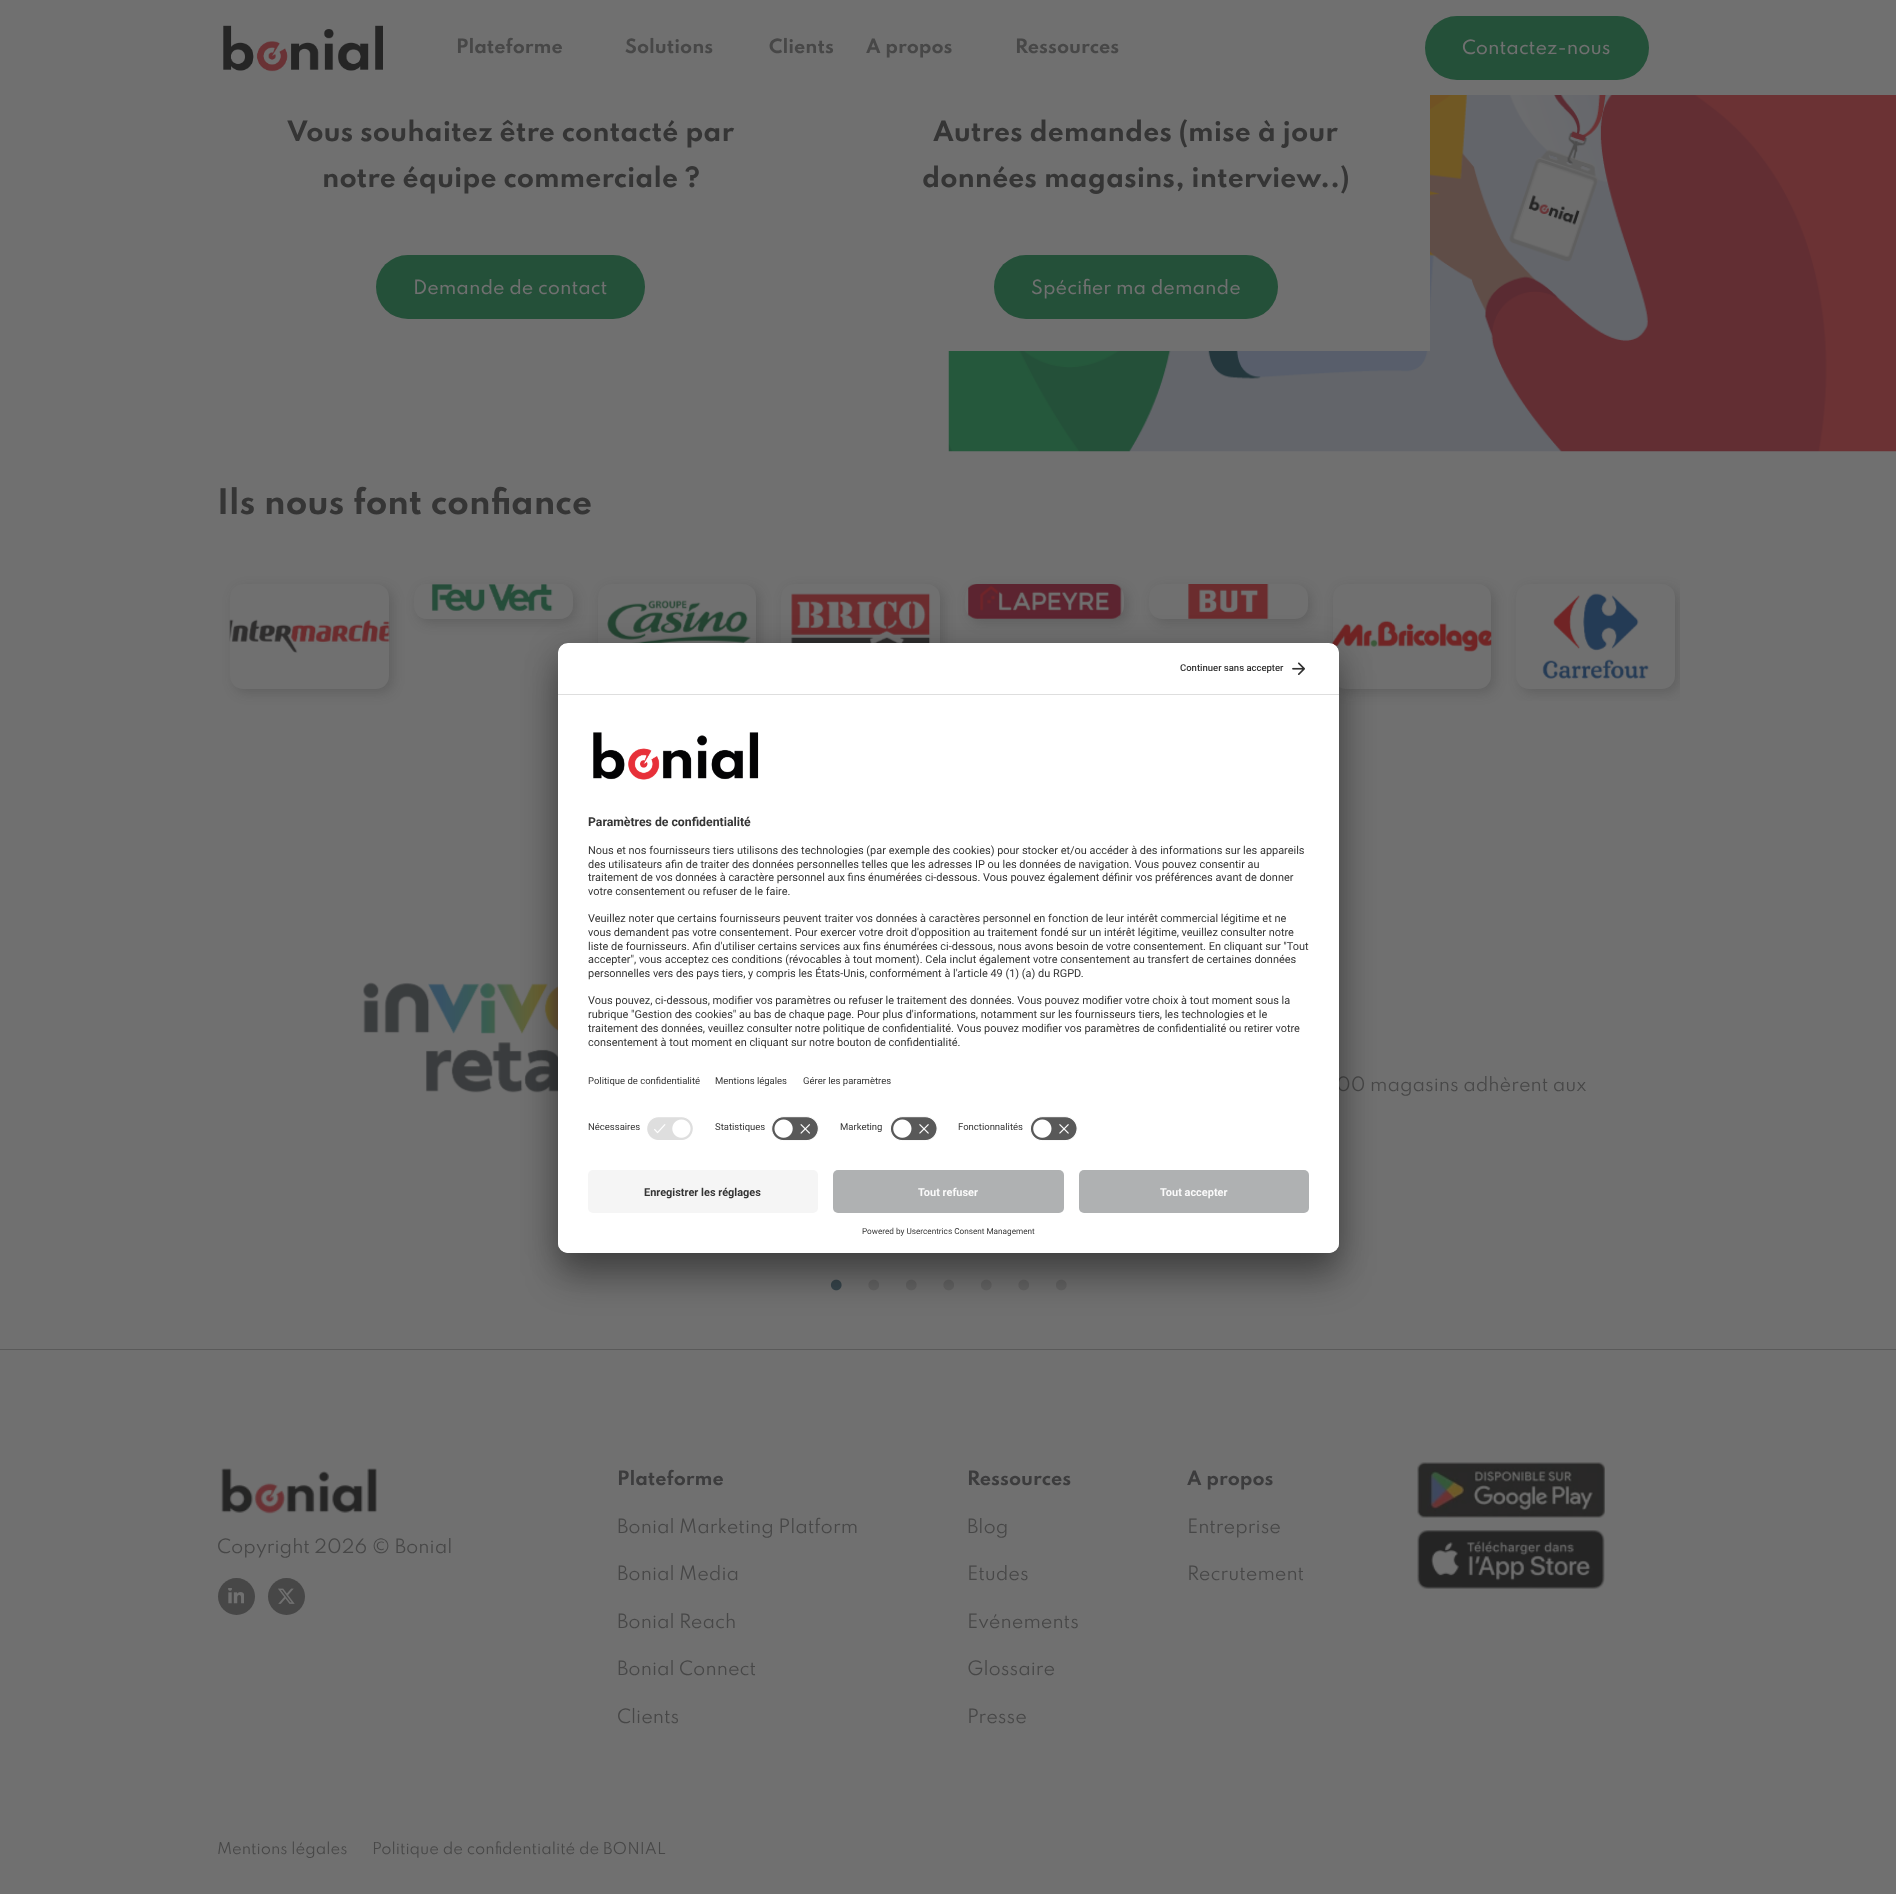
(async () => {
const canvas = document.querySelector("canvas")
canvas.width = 1896
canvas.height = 1894
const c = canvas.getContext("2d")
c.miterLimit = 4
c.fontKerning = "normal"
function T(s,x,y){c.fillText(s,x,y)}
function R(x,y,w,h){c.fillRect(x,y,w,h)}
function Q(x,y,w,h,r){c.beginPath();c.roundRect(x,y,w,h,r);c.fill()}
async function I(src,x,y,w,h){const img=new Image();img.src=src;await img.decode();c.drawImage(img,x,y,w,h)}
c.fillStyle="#707070"
R(0,0,1896,1894)
await I("1.png",223,25,160,47)
c.font="100 17.5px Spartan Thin"
c.fillStyle="#474747"
T("Plateforme",456,53)
T("Solutions",625,53)
T("Clients",769,53)
T("A propos",866,53)
T("Ressources",1015,53)
c.fillStyle="#245039"
Q(1425,16,224,64,32)
c.font="100 17.5px 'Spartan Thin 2'"
c.fillStyle="#707070"
T("Contactez-nous",1462,54)
c.font="100 25px Spartan Thin"
c.fillStyle="#353535"
T("Vous souhaitez être contacté par",287,141)
T("notre équipe commerciale ?",322,187)
c.fillStyle="#245039"
Q(376,255,269,64,32)
c.font="100 17.5px 'Spartan Thin 2'"
c.fillStyle="#707070"
T("Demande de contact",413,294)
await I("2.png",948,95,948,357)
R(948,95,482,256)
c.font="100 25px Spartan Thin"
c.fillStyle="#353535"
T("Autres demandes (mise à jour",933,141)
T("données magasins, interview..)",922,187)
c.fillStyle="#245039"
Q(994,255,284,64,32)
c.font="100 17.5px 'Spartan Thin 2'"
c.fillStyle="#707070"
T("Spécifier ma demande",1031,294)
c.font="100 31.25px Spartan Thin"
c.fillStyle="#353535"
T("Ils nous font confiance",217,514)
c.fillStyle="#24242433"
c.filter="blur(6px)"
c.beginPath()
c.roundRect(234,588,159,105,13)
c.fill()
c.filter="none"
c.fillStyle="#707070"
Q(230,584,159,105,13)
await I("3.png",229,619,161,36)
c.fillStyle="#24242433"
c.filter="blur(6px)"
c.beginPath()
c.roundRect(418,588,158,35,13)
c.fill()
c.filter="none"
c.fillStyle="#707070"
Q(414,584,159,35,13)
await I("4.png",417,584,147,35)
c.fillStyle="#24242433"
c.filter="blur(6px)"
c.beginPath()
c.roundRect(601,588,159,105,13)
c.fill()
c.filter="none"
c.fillStyle="#707070"
Q(598,584,158,105,13)
await I("5.png",607,600,144,43)
c.fillStyle="#24242433"
c.filter="blur(6px)"
c.beginPath()
c.roundRect(785,588,159,105,13)
c.fill()
c.filter="none"
c.fillStyle="#707070"
Q(781,584,159,105,13)
await I("6.png",791,593,140,50)
c.fillStyle="#24242433"
c.filter="blur(6px)"
c.beginPath()
c.roundRect(969,588,159,35,13)
c.fill()
c.filter="none"
c.fillStyle="#707070"
Q(965,584,159,35,13)
await I("7.png",968,584,154,35)
c.fillStyle="#24242433"
c.filter="blur(6px)"
c.beginPath()
c.roundRect(1153,588,158,35,13)
c.fill()
c.filter="none"
c.fillStyle="#707070"
Q(1149,584,159,35,13)
await I("8.png",1188,584,81,35)
c.fillStyle="#24242433"
c.filter="blur(6px)"
c.beginPath()
c.roundRect(1336,588,159,105,13)
c.fill()
c.filter="none"
c.fillStyle="#707070"
Q(1333,584,158,105,13)
await I("9.png",1332,620,160,32)
c.save()
c.beginPath()
c.rect(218,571,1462,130)
c.clip()
c.fillStyle="#24242433"
c.filter="blur(6px)"
c.beginPath()
c.roundRect(1520,588,159,105,13)
c.fill()
c.filter="none"
c.restore()
Q(1516,584,159,105,13)
await I("10.png",1542,593,107,86)
await I("11.png",363,982,195,111)
c.font="100 17.5px 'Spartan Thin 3'"
c.fillStyle="#474747"
T("00 magasins adhèrent aux",1336,1091)
await I("12.png",830,1279,12,12)
await I("13.png",868,1279,11,12)
await I("14.png",906,1279,11,12)
await I("13.png",943,1279,11,12)
await I("14.png",981,1279,11,12)
await I("13.png",1018,1279,11,12)
await I("14.png",1056,1279,11,12)
c.fillStyle="#5a5a5a"
R(0,1349,1896,1)
await I("15.png",221,1468,156,46)
c.fillStyle="#474747"
T("Copyright 2026 © Bonial",217,1553)
c.beginPath()
c.arc(236.5,1596.5,18.5,0,7)
c.fill()
await I("16.png",228,1588,16,16)
c.beginPath()
c.arc(286.5,1596.5,18.5,0,7)
c.fill()
await I("17.png",278,1588,17,16)
c.font="100 17.5px Spartan Thin"
c.fillStyle="#3c3c3d"
T("Plateforme",617,1485)
c.font="100 17.5px 'Spartan Thin 3'"
c.fillStyle="#474747"
T("Bonial Marketing Platform",617,1533)
T("Bonial Media",617,1580)
T("Bonial Reach",617,1628)
T("Bonial Connect",617,1675)
T("Clients",617,1723)
c.font="100 17.5px Spartan Thin"
c.fillStyle="#3c3c3d"
T("Ressources",967,1485)
c.font="100 17.5px 'Spartan Thin 3'"
c.fillStyle="#474747"
T("Blog",967,1533)
T("Etudes",967,1580)
T("Evénements",967,1628)
T("Glossaire",967,1675)
T("Presse",967,1723)
c.font="100 17.5px Spartan Thin"
c.fillStyle="#3c3c3d"
T("A propos",1187,1485)
c.font="100 17.5px 'Spartan Thin 3'"
c.fillStyle="#474747"
T("Entreprise",1187,1533)
T("Recrutement",1187,1580)
await I("18.png",1417,1462,188,56)
await I("19.png",1417,1530,188,59)
c.font="100 14.6px 'Spartan Thin 3'"
T("Mentions légales",217,1854)
T("Politique de confidentialité de BONIAL",372,1854)
c.fillStyle="#0000004d"
c.filter="blur(17.5px)"
c.beginPath()
c.roundRect(558,668,781,610,10)
c.fill()
c.filter="none"
c.fillStyle="#00000038"
c.filter="blur(16px)"
c.beginPath()
c.roundRect(558,649,781,610,10)
c.fill()
c.filter="none"
c.fillStyle="#fff"
Q(558,643,781,610,10)
c.save()
c.beginPath()
c.roundRect(558,643,781,610,10)
c.clip()
c.beginPath()
c.roundRect(558,643,781,517,[10,10,0,0])
c.clip()
R(558,644,781,50)
c.restore()
c.fillStyle="#dedede"
R(558,694,781,1)
c.font="500 9.5px Roboto"
c.fillStyle="#353535"
T("Continuer sans accepter",1180,671)
await I("20.png",1292,662,13,13)
await I("21.png",593,732,166,48)
c.font="bold 12.25px Roboto"
T("Paramètres de confidentialité",588,826)
c.font="10.95px Roboto"
T("Nous et nos fournisseurs tiers utilisons des technologies (par exemple des cookies) pour stocker et/ou accéder à des informations sur les appareils",588,854)
T("des utilisateurs afin de traiter des données personnelles telles que les adresses IP ou les données de navigation. Vous pouvez consentir au",588,868)
T("traitement de vos données à caractère personnel aux fins énumérées ci-dessous. Vous pouvez également définir vos préférences avant de donner",588,881)
T("votre consentement ou refuser de le faire.",588,895)
T("Veuillez noter que certains fournisseurs peuvent traiter vos données à caractères personnel en fonction de leur intérêt commercial légitime et ne",588,922)
T("vous demandent pas votre consentement. Pour exercer votre droit d'opposition au traitement fondé sur un intérêt légitime, veuillez consulter notre",588,936)
T("liste de fournisseurs. Afin d'utiliser certains services aux fins énumérées ci-dessous, nous avons besoin de votre consentement. En cliquant sur \"Tout",588,950)
T("accepter\", vous acceptez ces conditions (révocables à tout moment). Cela inclut également votre consentement au transfert de certaines données",588,963)
T("personnelles vers des pays tiers, y compris les États-Unis, conformément à l'article 49 (1) (a) du RGPD.",588,977)
T("Vous pouvez, ci-dessous, modifier vos paramètres ou refuser le traitement des données. Vous pouvez modifier votre choix à tout moment sous la",588,1004)
T("rubrique \"Gestion des cookies\" au bas de chaque page. Pour plus d'informations, notamment sur les fournisseurs tiers, les technologies et le",588,1018)
T("traitement des données, veuillez consulter notre politique de confidentialité. Vous pouvez modifier vos paramètres de confidentialité ou retirer votre",588,1032)
T("consentement à tout moment en cliquant sur notre bouton de confidentialité.",588,1046)
c.font="9.5px Roboto"
T("Politique de confidentialité",588,1084)
T("Mentions légales",715,1084)
T("Gérer les paramètres",803,1084)
T("Nécessaires",588,1130)
await I("22.png",647,1117,46,23)
T("Statistiques",715,1130)
await I("23.png",771,1116,48,25)
T("Marketing",840,1130)
await I("24.png",890,1116,48,25)
T("Fonctionnalités",958,1130)
await I("24.png",1030,1116,48,25)
c.fillStyle="#fff"
c.beginPath()
c.roundRect(558,1160,781,93,[0,0,10,10])
c.fill()
c.fillStyle="#f5f5f5"
Q(588,1170,230,43,5)
c.font="bold 10.95px Roboto"
c.fillStyle="#353535"
T("Enregistrer les réglages",644,1196)
c.fillStyle="#afb1b2"
Q(833,1170,231,43,5)
c.fillStyle="#fafafa"
T("Tout refuser",918,1196)
c.fillStyle="#afb1b2"
Q(1079,1170,230,43,5)
c.fillStyle="#fafafa"
T("Tout accepter",1160,1196)
c.font="8.2px Roboto"
c.fillStyle="#353535"
T("Powered by Usercentrics Consent Management",862,1234)
})()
______
> **ASSIGNMENT**: Could you please find every line of the listing above holding the string "magasins" and copy it?

> **TASK ANSWER**:
T("données magasins, interview..)",922,187)
T("00 magasins adhèrent aux",1336,1091)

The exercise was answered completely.